# Giant herb / materia medica thread



## SurvivalistApothecary (Apr 30, 2014)

So as I'm a medical herbalists (student) I feel the best thing I can contribute is my extensive knowledge on the subject and its many uses.

Therefore I think a bumper thread of Q and A's could be of use? Ask a question and I'll do my best to provide a useful answer. With clinical research and allergies where appropriate. Possibly contraindications with known pharmaceuticals too.

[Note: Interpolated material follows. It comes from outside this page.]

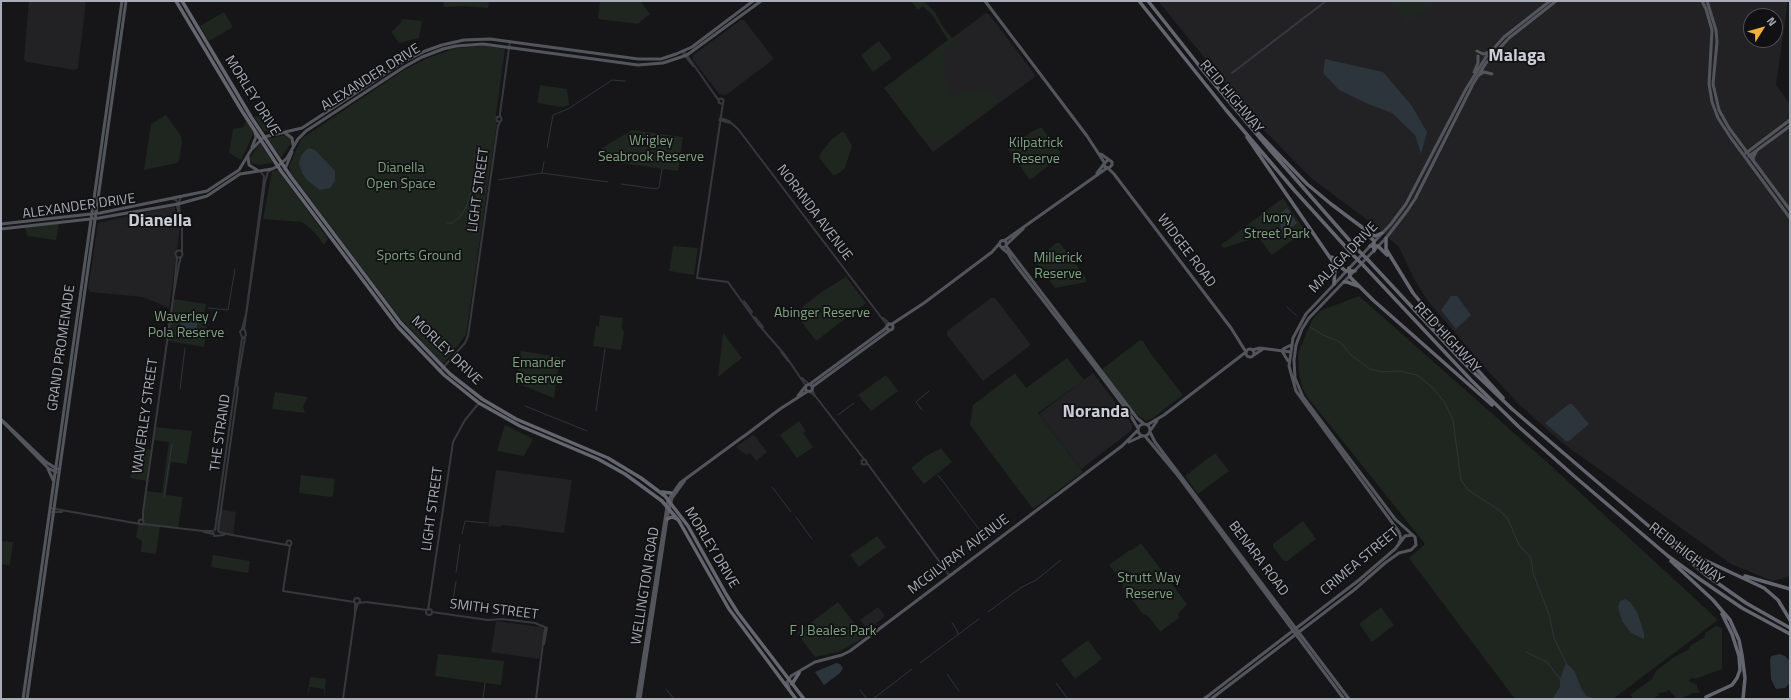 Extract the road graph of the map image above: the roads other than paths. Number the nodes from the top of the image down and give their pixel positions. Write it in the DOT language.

What do you guys think? I know I'm new around here but would like to contribute anyway I can 

DISCLAIMER!!
I must add though that In no way should this replace seeing a local qualified medical herbalist or your GP and if you start taking herbs I recommend you advise your GP as to avoid possible contraindications


----------



## MrsInor (Apr 15, 2013)

Okay how about a short list of say ten herbs that would be easy (stressing the easy) to grow and what benefits they have. I have limited garden space and grow most things in containers.


----------



## BagLady (Feb 3, 2014)

I think it's a great idea. That's pretty much why I'm here, is to learn from others. (and because their are some peeps on here that are funny as hell! Got to have my daily dose..)
So, I'm interested in growing plants that will substitute for pain killers, and also something that will lower ones blood pressure.


----------



## SurvivalistApothecary (Apr 30, 2014)

Hiya yup I'll start on the top 10 this eve. I'll include herbs that have multiple purposes and will include cardio-active herbs. I'll try and keep them easy to grow but also will do a thread on making medicines eg tinctures, gels, teas, compresses etc

Cheers


----------



## wesley762 (Oct 23, 2012)

A great book I just read a few months ago on the subject, rosemary glad star's medicinal herbs a beginner's . would Highly recommend it. includes 33 different herbs and there uses and how to use them. just adding my 2 cents, was a easy read and very informative.


----------



## SurvivalistApothecary (Apr 30, 2014)

Oh aye there's loads. I prefer Hoffman or Bone tbh as they're more scientific.


----------



## James m (Mar 11, 2014)

Diabetes. 
How well will cinnamon work. 
And are there other alternatives besides cinnamon.


----------



## SurvivalistApothecary (Apr 30, 2014)

@james cinnamomum cassia is a primary herb for diabetes mellitus. It works on serum glucose, LDL, cholesterol and lipid levels in fasting blood tests. It can be used to balance glucose levels as well as prevent diabetes related cardiovascular disorders. Essentially working as a hypoglycemic. Loads of research has been done on this and would be included in any medicine I make for diabetes.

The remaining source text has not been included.